Items from a dataset
* * * *

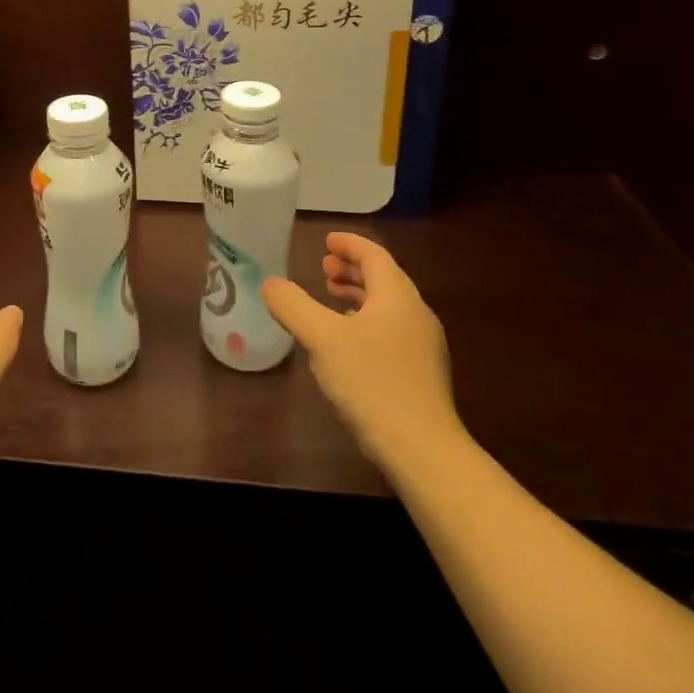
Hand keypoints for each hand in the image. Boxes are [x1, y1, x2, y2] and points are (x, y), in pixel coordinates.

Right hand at [263, 233, 463, 474]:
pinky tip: (348, 344)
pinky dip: (367, 321)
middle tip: (324, 269)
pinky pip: (391, 330)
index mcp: (396, 296)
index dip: (349, 244)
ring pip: (388, 306)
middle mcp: (415, 314)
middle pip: (383, 278)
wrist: (423, 451)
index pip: (374, 255)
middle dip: (352, 269)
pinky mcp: (421, 374)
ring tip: (331, 299)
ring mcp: (423, 346)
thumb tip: (270, 284)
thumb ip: (293, 306)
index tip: (326, 241)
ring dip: (359, 296)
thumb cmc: (372, 383)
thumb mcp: (322, 339)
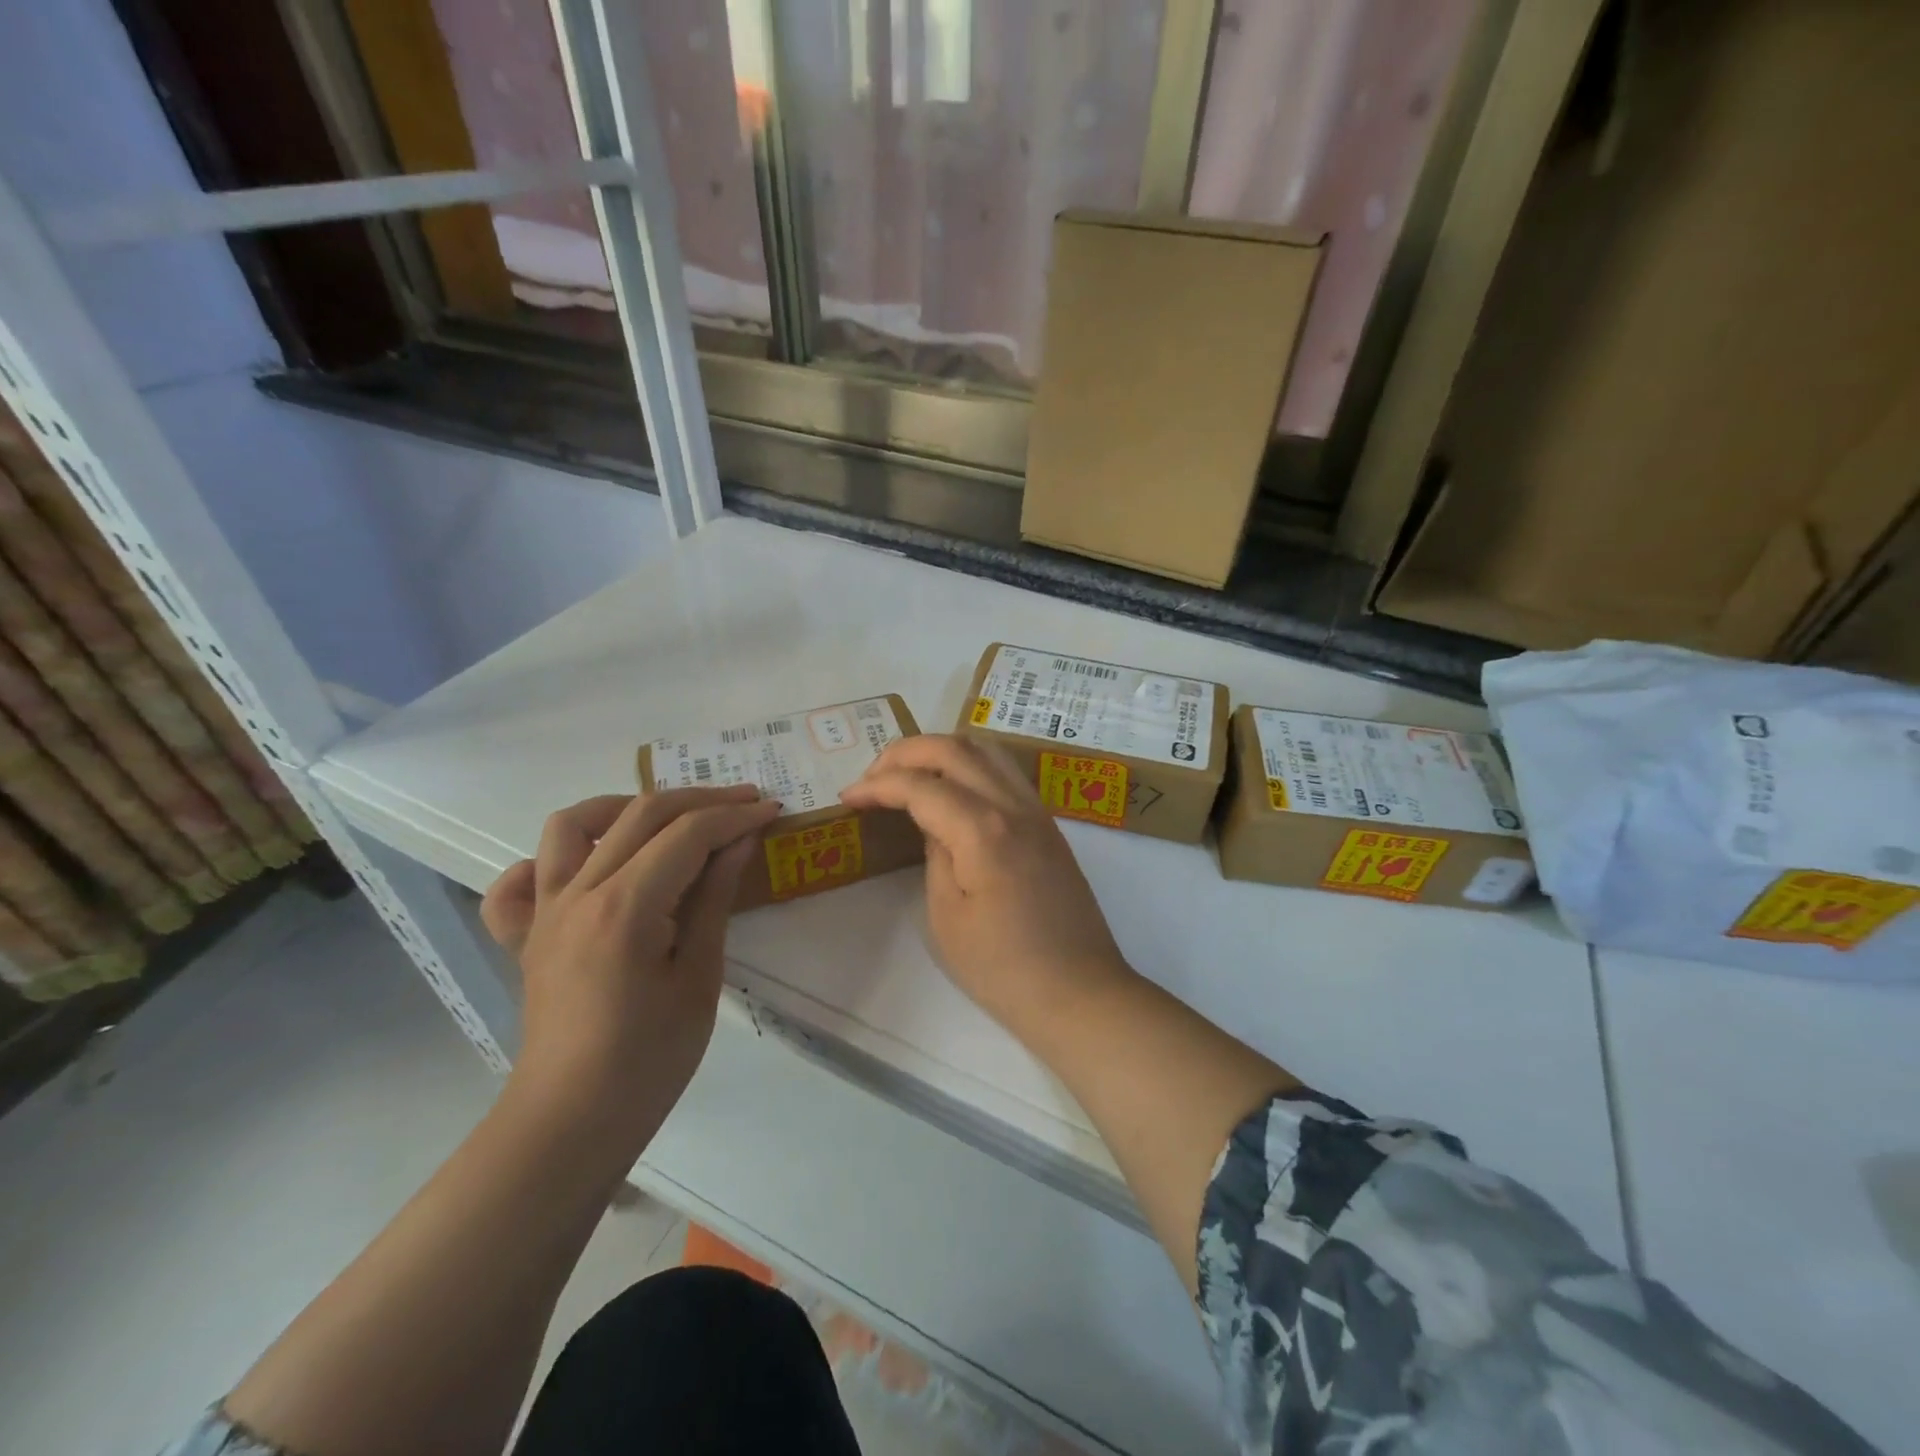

* * * *

• _TASK STATEMENT_
Transcribe all of the records above character for character. Exclude the pictures.

• _EXERCISE ANSWER_
Hand keypoints for each hand in the image. Boxes are [x1, y1, x2, y2] and points are (x, y), in pixel coordinates.

Right hand at [263, 233, 463, 474]:
pinky tip: (348, 344)
pinky dip: (367, 321)
middle tip: (324, 269)
pinky pip: (391, 330)
index mcp: (396, 296)
index dip: (349, 244)
ring pip: (388, 306)
middle mcp: (415, 314)
middle pip: (383, 278)
wrist: (423, 451)
index pip: (374, 255)
middle dip: (352, 269)
pinky mcp: (421, 374)
ring tip: (331, 299)
ring mcp: (423, 346)
thumb tip: (270, 284)
thumb ip: (293, 306)
index tip: (326, 241)
ring dip: (359, 296)
thumb cmc: (372, 383)
thumb mcp: (322, 339)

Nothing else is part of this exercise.